This tension between the seduction of the work as an object versus its latent political meaning is what artists like Ní Bhriain struggle to neutralise in their inchoate democracies of form and content. Such binaries are limiting and unnecessarily polemical. Thing is, we are always unconsciously taking things in – politics and form – unbeknownst to consciousness. Especially the artist, whose parasitic gaze is always unblinking. The neuropsychoanalyst Mark Solms has made claims of a brain phenomenon, whereby a person looking at a page of text, but not consciously reading, is unconsciously already reading, and that such unconscious reading is enough to influence memory and behaviour later.
Neutrality is at stake for art when the artist stakes a territory of either/or of politics and form. Art, at its best, is already political. Art is not this or that. Art is! Explicit sign-posting towards the political is what Jacques Lacan calls being caught in the “symbolic”, the order through which we determine cultural codes and signifiers, and live by them. This is civilisation! I’ll say it again. This is civilisation!
Artists are the present, even though they are dedicated to the exhumation of the past. They are both too distant and too close to the objects of their obsessions, so there is a constant oscillation between object and subject, hence the formal and political tension in Ní Bhriain’s work. There is always detournement at play, the subversion and spoliation of pre-existing cultural elements that are redistributed as the sensible in the present.
Ní Bhriain explicitly plays with such binaries of now and then, presence and absence, hide and seek in small pairings of photographic prints that, behind a veil of formalised damage and reversals (turning the back of previous photographic works towards the viewer) we are proffered a challenge to both see and imagine.
The question is, does the blind spot in these sibling pairings reveal more in their ignorance? The colour and grain of the photograph that turns its back on us is read in relation to the photograph on show. Further, the photograph on show feels like it is almost looking back at me, as both objects are anthropomorphised through the bind of being looked at and not looking. The art object’s job is to look at us so we can become objects under its subjective gaze. Once again, culture is a subject; civilisation is an object.

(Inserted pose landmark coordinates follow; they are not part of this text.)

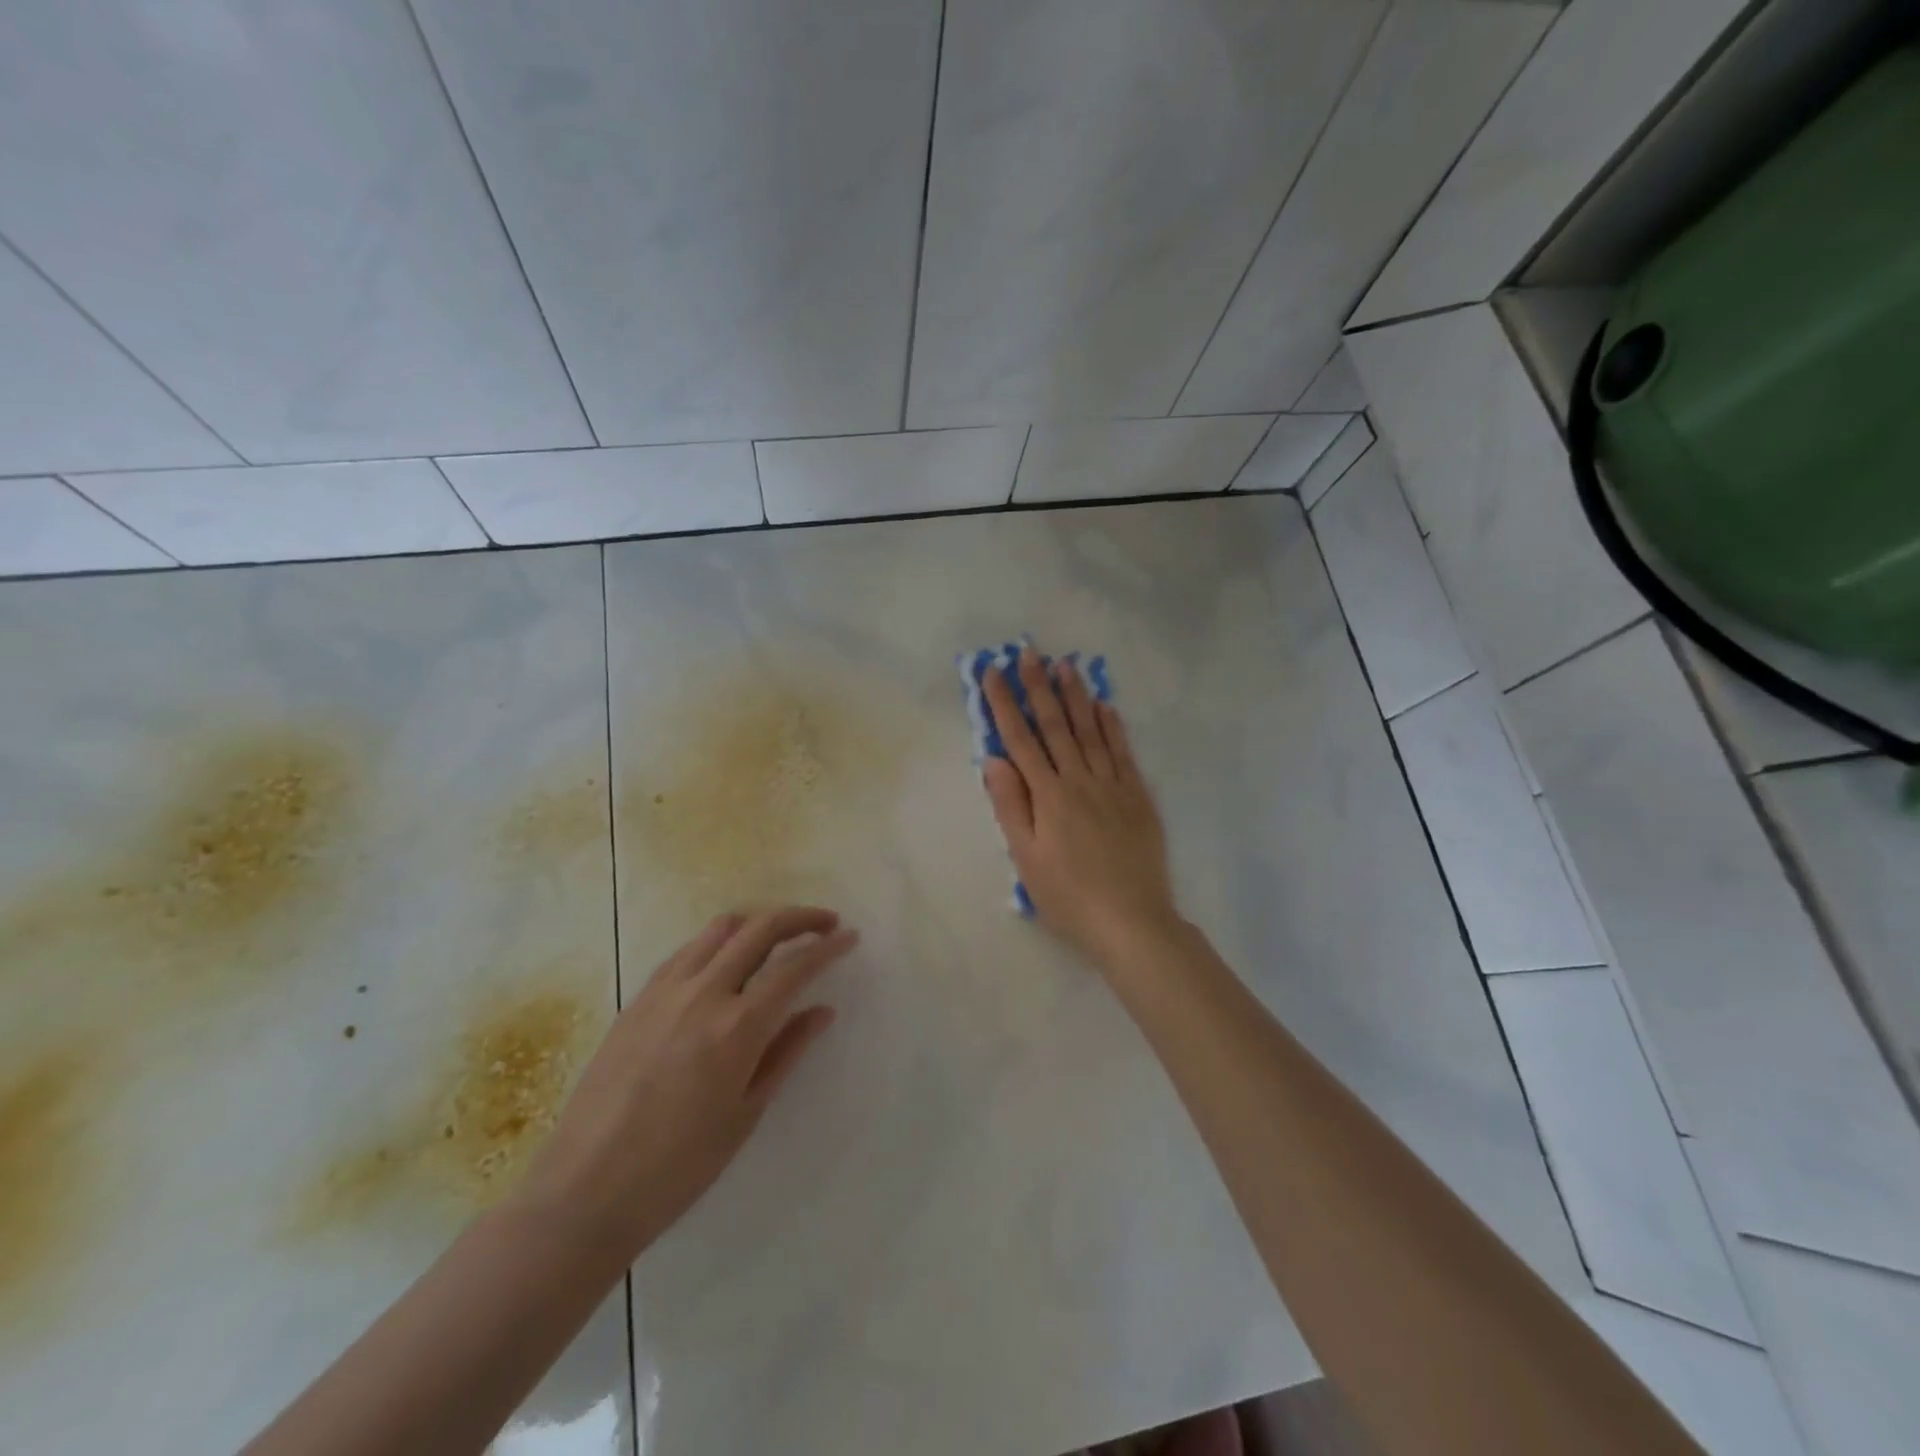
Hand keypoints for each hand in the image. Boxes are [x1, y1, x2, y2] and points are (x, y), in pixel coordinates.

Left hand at [517, 907, 854, 1266]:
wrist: (585, 1191)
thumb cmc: (678, 1166)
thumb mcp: (746, 1113)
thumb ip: (787, 1052)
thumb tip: (822, 1010)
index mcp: (738, 1027)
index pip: (794, 967)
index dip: (828, 947)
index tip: (849, 937)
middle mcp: (704, 993)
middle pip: (760, 930)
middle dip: (799, 918)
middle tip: (825, 923)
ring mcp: (665, 991)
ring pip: (720, 930)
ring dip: (757, 922)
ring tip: (777, 935)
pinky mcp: (637, 999)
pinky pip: (686, 951)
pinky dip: (717, 942)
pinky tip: (724, 961)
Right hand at [980, 649, 1181, 967]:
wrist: (1131, 920)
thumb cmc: (1068, 896)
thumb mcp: (1026, 859)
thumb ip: (1010, 806)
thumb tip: (993, 760)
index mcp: (1048, 796)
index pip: (1020, 740)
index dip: (1005, 704)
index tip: (993, 673)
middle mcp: (1079, 780)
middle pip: (1055, 726)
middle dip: (1039, 688)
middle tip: (1030, 653)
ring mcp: (1112, 785)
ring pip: (1091, 731)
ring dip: (1076, 696)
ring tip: (1066, 665)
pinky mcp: (1137, 796)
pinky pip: (1123, 752)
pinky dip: (1113, 727)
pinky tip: (1105, 706)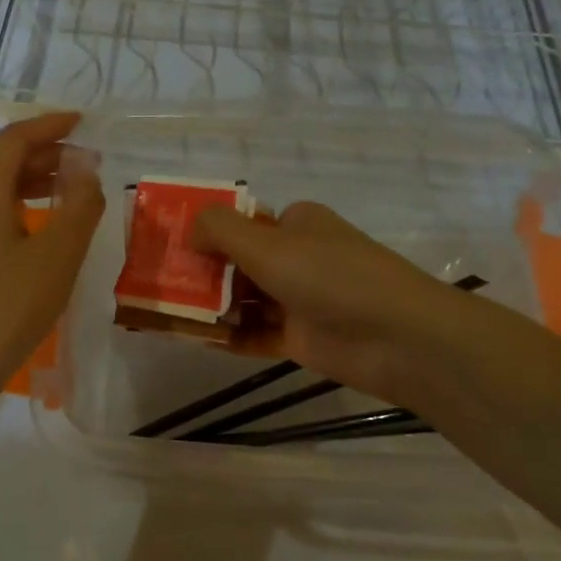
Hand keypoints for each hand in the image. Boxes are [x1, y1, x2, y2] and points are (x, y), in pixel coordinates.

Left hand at [0, 113, 104, 402]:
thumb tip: (87, 171)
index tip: (81, 122)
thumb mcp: (58, 254)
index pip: (14, 141)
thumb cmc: (10, 307)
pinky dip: (18, 208)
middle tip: (86, 164)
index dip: (48, 125)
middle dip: (46, 155)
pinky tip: (41, 232)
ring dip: (33, 183)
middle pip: (3, 164)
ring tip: (70, 194)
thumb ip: (80, 206)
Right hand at [192, 200, 465, 406]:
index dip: (207, 232)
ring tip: (168, 313)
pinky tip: (196, 338)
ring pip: (246, 299)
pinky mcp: (303, 338)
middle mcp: (298, 256)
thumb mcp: (268, 243)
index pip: (243, 222)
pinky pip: (256, 332)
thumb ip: (221, 231)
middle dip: (203, 272)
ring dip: (212, 306)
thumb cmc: (330, 276)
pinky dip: (229, 335)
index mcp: (297, 223)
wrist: (399, 337)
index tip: (170, 247)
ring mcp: (301, 299)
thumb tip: (189, 229)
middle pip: (240, 261)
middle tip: (161, 284)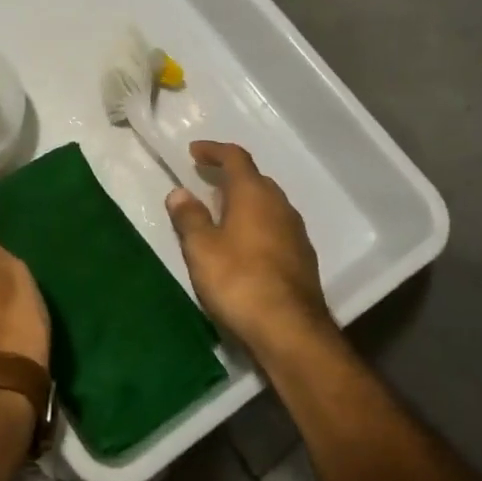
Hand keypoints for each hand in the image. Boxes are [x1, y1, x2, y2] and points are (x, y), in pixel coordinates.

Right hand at [166, 141, 327, 350]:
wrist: (290, 330)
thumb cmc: (239, 281)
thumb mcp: (201, 249)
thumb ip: (189, 217)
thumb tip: (179, 192)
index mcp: (254, 195)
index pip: (236, 158)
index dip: (214, 150)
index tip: (194, 151)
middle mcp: (280, 206)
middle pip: (255, 179)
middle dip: (229, 176)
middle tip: (205, 181)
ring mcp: (296, 232)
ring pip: (267, 205)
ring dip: (244, 202)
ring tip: (220, 213)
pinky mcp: (302, 258)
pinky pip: (275, 227)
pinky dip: (255, 224)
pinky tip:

What registers in the mind’s eye when confronted with the back of a photograph? I personally don’t have an itch to see what is hidden behind. I know the gallery workers have seen what is behind, and they continue on typing away on their iMACs with the secret knowledge, none the wiser or powerful. And yet there is still a desire to take hold of the object and turn to reveal the disappointment, the negative of what you couldn't have imagined.
The competition myth between fourth-century painters Zeuxis and Parrhasius shows us that the thing that veils the object or image of desire is desire itself. That desire is formulated through its suppression or repression. Being human is to be enticed by what may lay behind the obstacle or object-cause of desire, what Jacques Lacan calls the objet petit a. We desire objects that are absent with all our imaginary heft and might.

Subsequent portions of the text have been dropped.